Project Blue Book 1.1: Science Fiction, Or?



Project Blue Book, the docudrama on the History Channel about Dr. Allen Hynek and his research into UFOs, couldn't have come at a better time.   I mean, a better time for me.  I read and reviewed Alec Nevala-Lee's Astounding, about John W. Campbell and the golden age of science fiction,  And Hynek's story - at least, as it begins on Project Blue Book - begins in 1952, which many people, including me, would regard as the peak of that golden age.  Asimov's Foundation trilogy, which had first been published as a series of stories in "Astounding" (the magazine), was smack dab in the middle of being published as three books.  Robert Heinlein had just published, a year earlier, his Puppet Masters, to this day one the very best books about an extraterrestrial invasion ...  But I digress.

Or maybe not.  Because Project Blue Book - the docudrama - is right at the nexus of strange-but-true and science fiction.  Hynek is called upon by the Feds to give his scientific imprimatur to their insistence that flying saucers were nothing more than natural phenomena like birds or human technological phenomena like weather balloons.  The perspective of the docudrama is that we the audience know better, and Hynek quickly comes to know better.

Unsurprisingly, the government apparently knows better, too.  The first episode leaves us with the impression that the government knew we (the Earth) were visited by flying saucers, but they (the government) did not want the public to know.  This is a familiar characterization of our government on many issues, and may or may not be true in real history about flying saucers.

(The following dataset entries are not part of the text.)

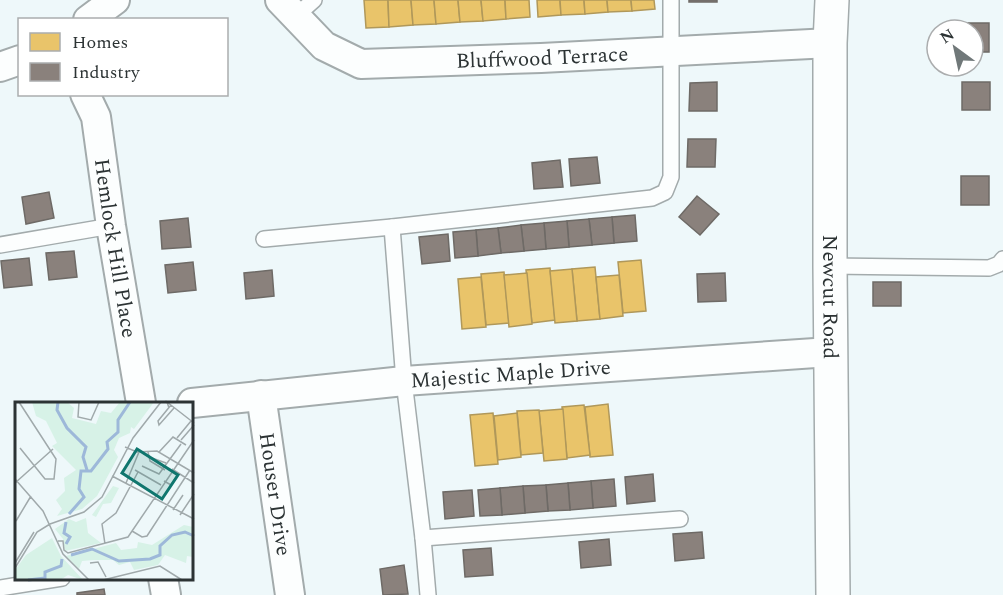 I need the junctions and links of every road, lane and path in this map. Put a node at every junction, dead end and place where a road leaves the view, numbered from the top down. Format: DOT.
graph roads {
  1 [pos="115,0"];
  2 [pos="671,0"];
  3 [pos="832,0"];
  4 [pos="297,5"];
  5 [pos="91,18"];
  6 [pos="830,43"];
  7 [pos="671,51"];
  8 [pos="18,61"];
  9 [pos="0,67"];
  10 [pos="86,96"];
  11 [pos="111,226"];
  12 [pos="392,226"];
  13 [pos="264,239"];
  14 [pos="0,245"];
  15 [pos="1003,259"];
  16 [pos="830,266"];
  17 [pos="830,352"];
  18 [pos="404,381"];
  19 [pos="261,395"];
  20 [pos="141,402"];
  21 [pos="194,403"];
  22 [pos="680,519"];
  23 [pos="423,538"];
  24 [pos="55,580"];
  25 [pos="163,580"];
  26 [pos="0,588"];
  27 [pos="166,595"];
  28 [pos="290,595"];
  29 [pos="428,595"];
  30 [pos="833,595"];
  1 -- 5 [label="street"];
  2 -- 7 [label="lane"];
  3 -- 6 [label="street, Newcut Road"];
  4 -- 7 [label="street, Bluffwood Terrace"];
  6 -- 7 [label="street, Bluffwood Terrace"];
  6 -- 16 [label="street, Newcut Road"];
  7 -- 12 [label="lane"];
  8 -- 9 [label="street"];
  10 -- 11 [label="street, Hemlock Hill Place"];
  11 -- 14 [label="lane"];
  11 -- 20 [label="street, Hemlock Hill Place"];
  12 -- 13 [label="lane"];
  12 -- 18 [label="lane"];
  15 -- 16 [label="lane"];
  16 -- 17 [label="street, Newcut Road"];
  17 -- 18 [label="street, Majestic Maple Drive"];
  17 -- 30 [label="street, Newcut Road"];
  18 -- 19 [label="street, Majestic Maple Drive"];
  18 -- 23 [label="lane"];
  19 -- 21 [label="street, Majestic Maple Drive"];
  19 -- 28 [label="street, Houser Drive"];
  22 -- 23 [label="lane"];
  23 -- 29 [label="lane"];
  24 -- 26 [label="lane"];
  25 -- 27 [label="street"];
}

Speaking of reality, I'll own up to being skeptical to agnostic on extra-terrestrial visits.  I'm a skeptic, because if we've been visited, are being visited, by beings from outer space in space ships, why don't they ever land on 58th Street in Manhattan in front of CNN so everyone in the world can see them?  Or, if they don't want us to know anything about them, they've been doing a pretty poor job of that.  But I'm ultimately agnostic on the question of UFOs because there's certainly no reason in principle that there aren't intelligences other than ours out there in the universe, some of them far more advanced than ours in their penetration of the cosmos.

Back to more mundane matters, it was good to Aidan Gillen (from Game of Thrones and many other memorable performances) in his portrayal of Hynek.  The first episode offered several phenomena - like damage on the pilot's plane - that weren't explicable by science, according to Hynek.   One of those, however, a pilot hearing a California radio station in Fargo, North Dakota (that's right) high in sky at night could be explained by the long distances some radio waves can travel at night.  I wanted to shout that across the screen to Hynek.  But if all of this turns out to be science fiction, that's more than ok for me to watch on television.  Hey, strange things do happen in Fargo, if memory serves.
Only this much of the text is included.